*** Opening of GIVEN DATA ***
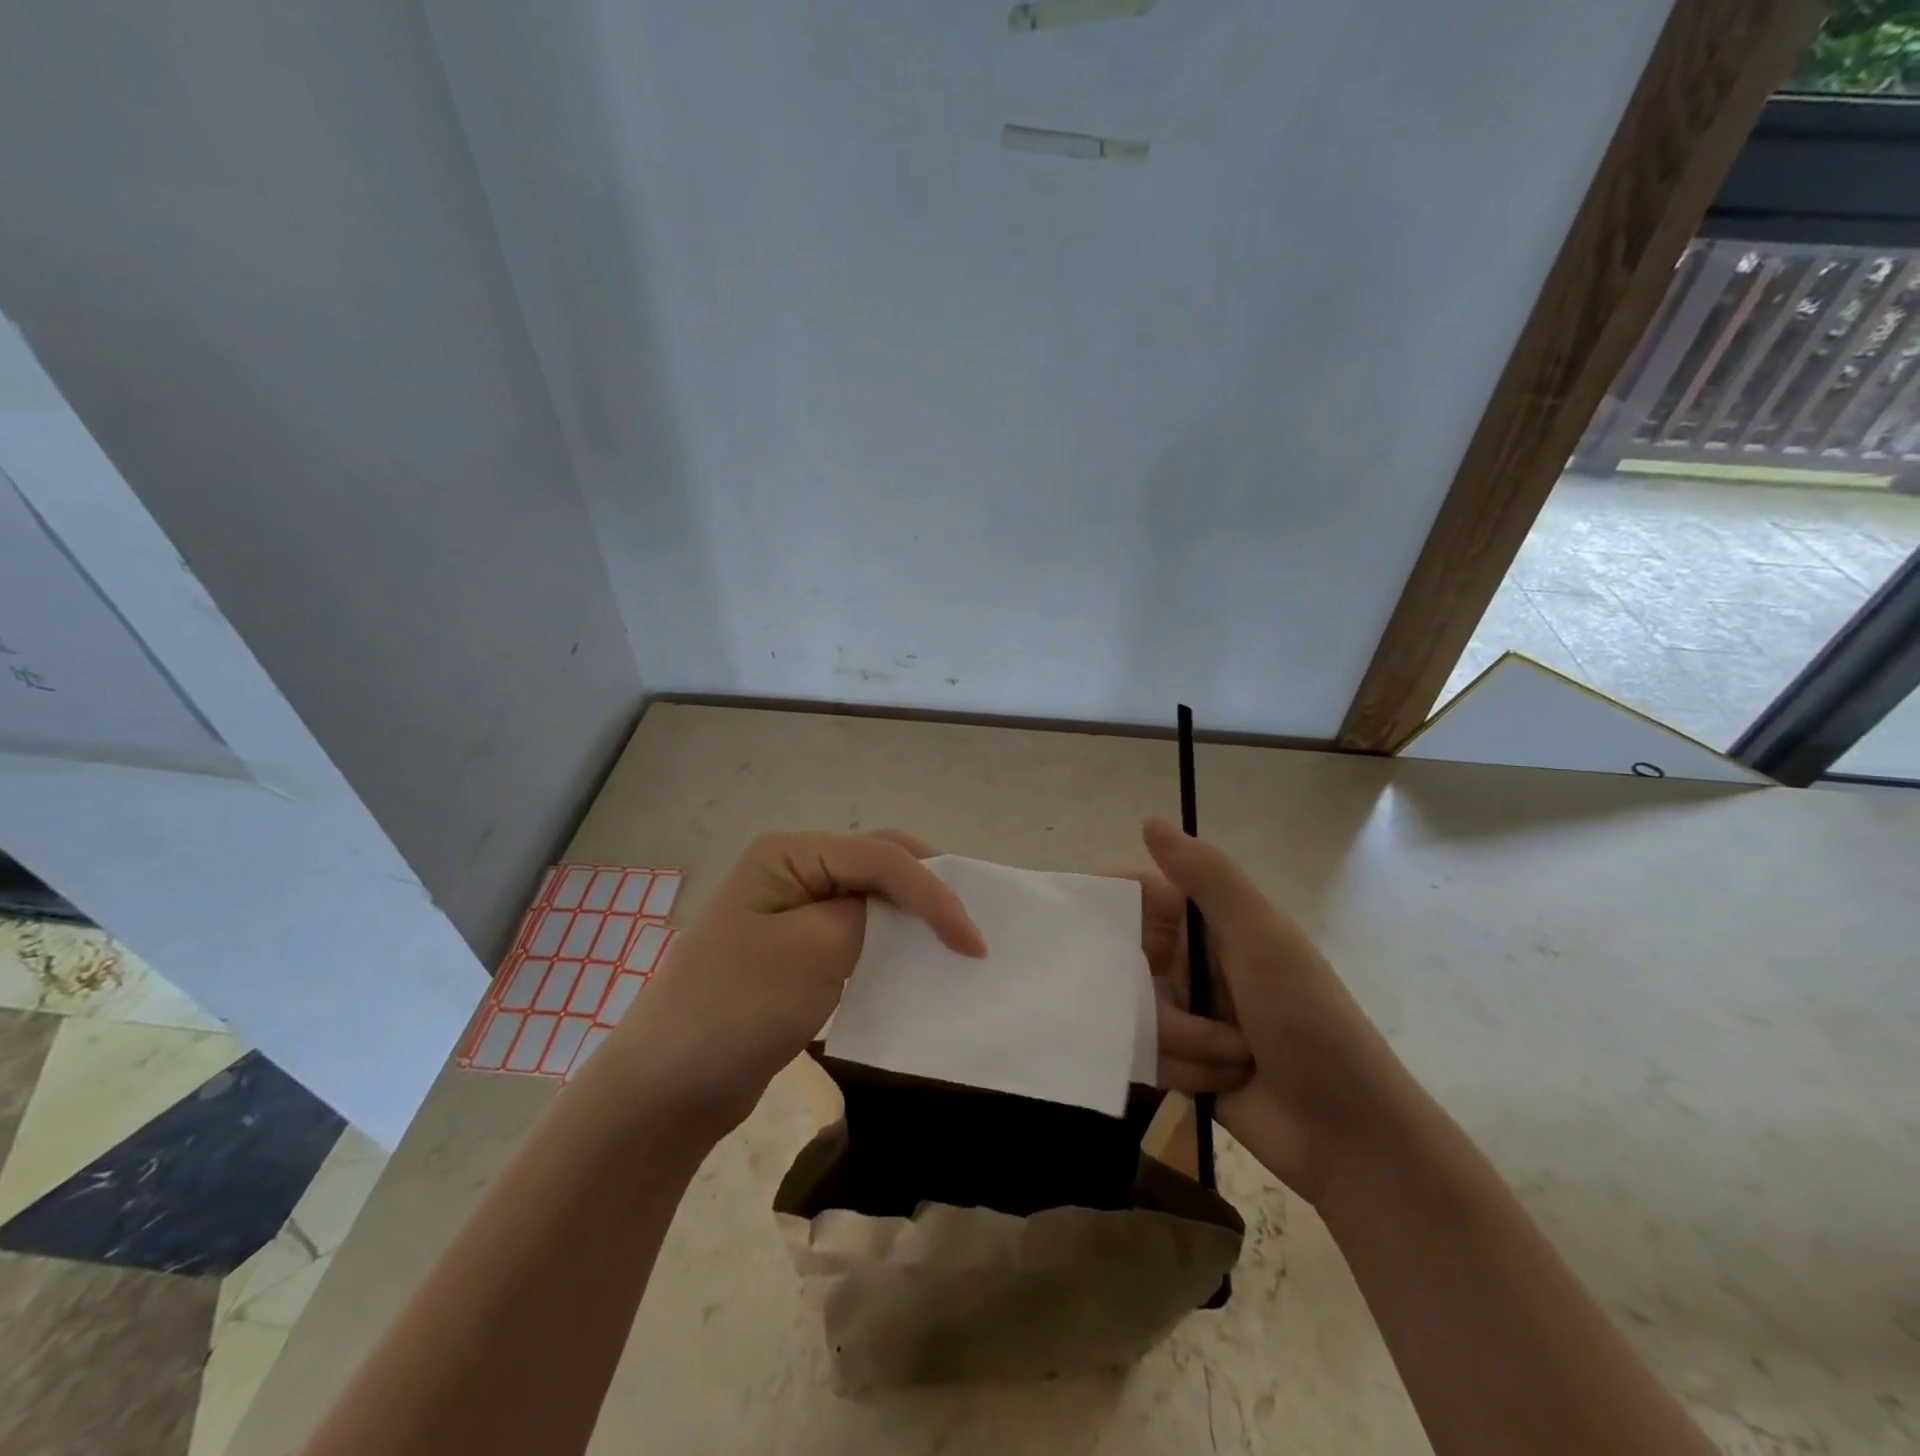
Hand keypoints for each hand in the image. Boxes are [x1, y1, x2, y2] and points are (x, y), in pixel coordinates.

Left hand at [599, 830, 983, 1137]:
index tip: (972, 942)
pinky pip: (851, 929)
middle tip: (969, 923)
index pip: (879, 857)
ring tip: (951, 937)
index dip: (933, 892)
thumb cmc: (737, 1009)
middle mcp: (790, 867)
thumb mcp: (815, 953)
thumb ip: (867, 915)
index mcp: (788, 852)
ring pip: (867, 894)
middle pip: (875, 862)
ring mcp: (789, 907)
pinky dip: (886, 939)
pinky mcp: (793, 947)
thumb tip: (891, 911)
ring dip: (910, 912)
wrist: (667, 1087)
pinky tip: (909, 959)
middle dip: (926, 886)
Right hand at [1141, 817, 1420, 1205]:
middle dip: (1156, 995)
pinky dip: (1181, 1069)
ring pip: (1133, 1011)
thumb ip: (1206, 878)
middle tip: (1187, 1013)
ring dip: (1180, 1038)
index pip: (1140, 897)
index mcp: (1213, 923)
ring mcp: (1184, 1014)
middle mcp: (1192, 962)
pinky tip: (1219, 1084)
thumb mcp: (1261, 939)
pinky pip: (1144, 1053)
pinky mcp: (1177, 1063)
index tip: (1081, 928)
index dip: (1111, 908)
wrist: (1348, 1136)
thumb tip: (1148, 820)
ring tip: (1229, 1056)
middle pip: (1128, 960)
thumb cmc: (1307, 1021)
*** Close of GIVEN DATA ***
*** Opening of GIVEN DATA ***
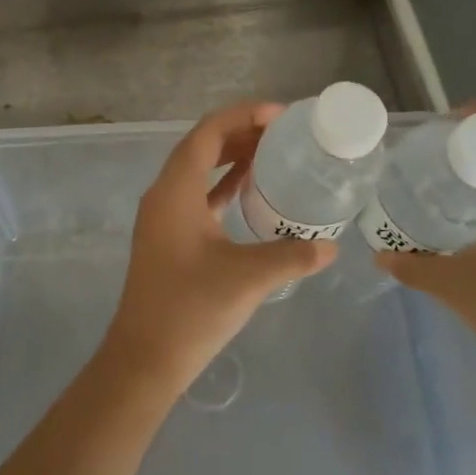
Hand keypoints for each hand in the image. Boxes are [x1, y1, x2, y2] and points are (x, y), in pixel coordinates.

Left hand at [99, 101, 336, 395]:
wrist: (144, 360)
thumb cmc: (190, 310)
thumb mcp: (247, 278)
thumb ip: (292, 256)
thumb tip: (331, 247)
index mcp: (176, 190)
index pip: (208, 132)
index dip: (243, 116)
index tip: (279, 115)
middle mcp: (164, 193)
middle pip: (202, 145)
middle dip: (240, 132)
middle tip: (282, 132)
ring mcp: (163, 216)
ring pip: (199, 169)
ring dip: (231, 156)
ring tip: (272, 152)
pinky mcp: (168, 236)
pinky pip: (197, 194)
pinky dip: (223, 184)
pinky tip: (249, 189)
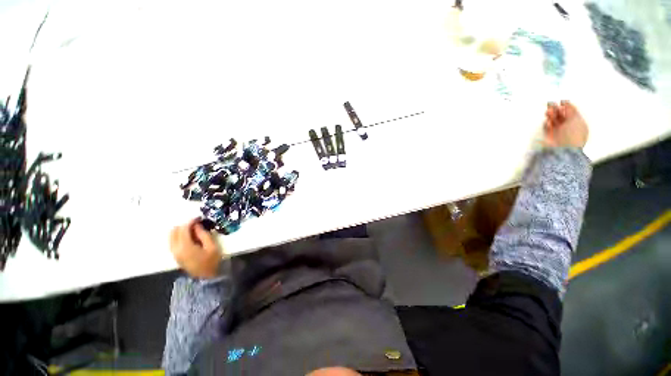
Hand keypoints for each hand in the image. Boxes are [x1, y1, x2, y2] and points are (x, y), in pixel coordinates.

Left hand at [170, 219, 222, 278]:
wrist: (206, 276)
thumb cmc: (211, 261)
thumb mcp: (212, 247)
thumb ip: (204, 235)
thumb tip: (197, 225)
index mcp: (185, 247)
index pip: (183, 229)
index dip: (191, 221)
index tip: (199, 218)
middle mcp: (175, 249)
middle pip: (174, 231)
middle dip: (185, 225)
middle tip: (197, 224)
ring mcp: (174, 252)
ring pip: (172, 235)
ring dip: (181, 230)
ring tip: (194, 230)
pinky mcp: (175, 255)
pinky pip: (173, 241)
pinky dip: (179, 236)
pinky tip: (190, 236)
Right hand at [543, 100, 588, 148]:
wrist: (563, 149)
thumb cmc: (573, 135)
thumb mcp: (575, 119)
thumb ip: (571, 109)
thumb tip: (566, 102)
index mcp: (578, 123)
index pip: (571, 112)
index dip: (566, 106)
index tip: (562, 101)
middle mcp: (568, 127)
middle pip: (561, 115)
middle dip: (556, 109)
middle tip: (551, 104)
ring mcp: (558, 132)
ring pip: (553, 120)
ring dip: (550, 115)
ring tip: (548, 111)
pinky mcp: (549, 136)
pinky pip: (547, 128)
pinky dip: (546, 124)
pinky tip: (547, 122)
*** Close of GIVEN DATA ***
Among the lines above, repeat exactly those from the line with "middle pip: (875, 862)" to the line with "thumb cmc: (1307, 1021)", counting both ends.

middle pip: (875, 862)
ring mcp: (789, 907)
pinky dip: (886, 939)
pinky mcp: (793, 947)
thumb tip: (891, 911)
ring dip: (910, 912)
wrist: (667, 1087)
pinky tip: (909, 959)
middle dip: (926, 886)
Right hand at [1141, 817, 1420, 1205]:
middle dip: (1156, 995)
pinky dip: (1181, 1069)
ring pip: (1133, 1011)
thumb ip: (1206, 878)
middle tip: (1187, 1013)
ring dip: (1180, 1038)
index pip: (1140, 897)
index mcp: (1213, 923)
ring mcp: (1184, 1014)
middle mcp: (1192, 962)
pinky tip: (1219, 1084)
thumb mcp: (1261, 939)
pinky pip: (1144, 1053)
pinky mcp: (1177, 1063)
index tip: (1081, 928)
index dip: (1111, 908)
wrist: (1348, 1136)
thumb tip: (1148, 820)
ring tip: (1229, 1056)
middle pip: (1128, 960)
thumb cmc: (1307, 1021)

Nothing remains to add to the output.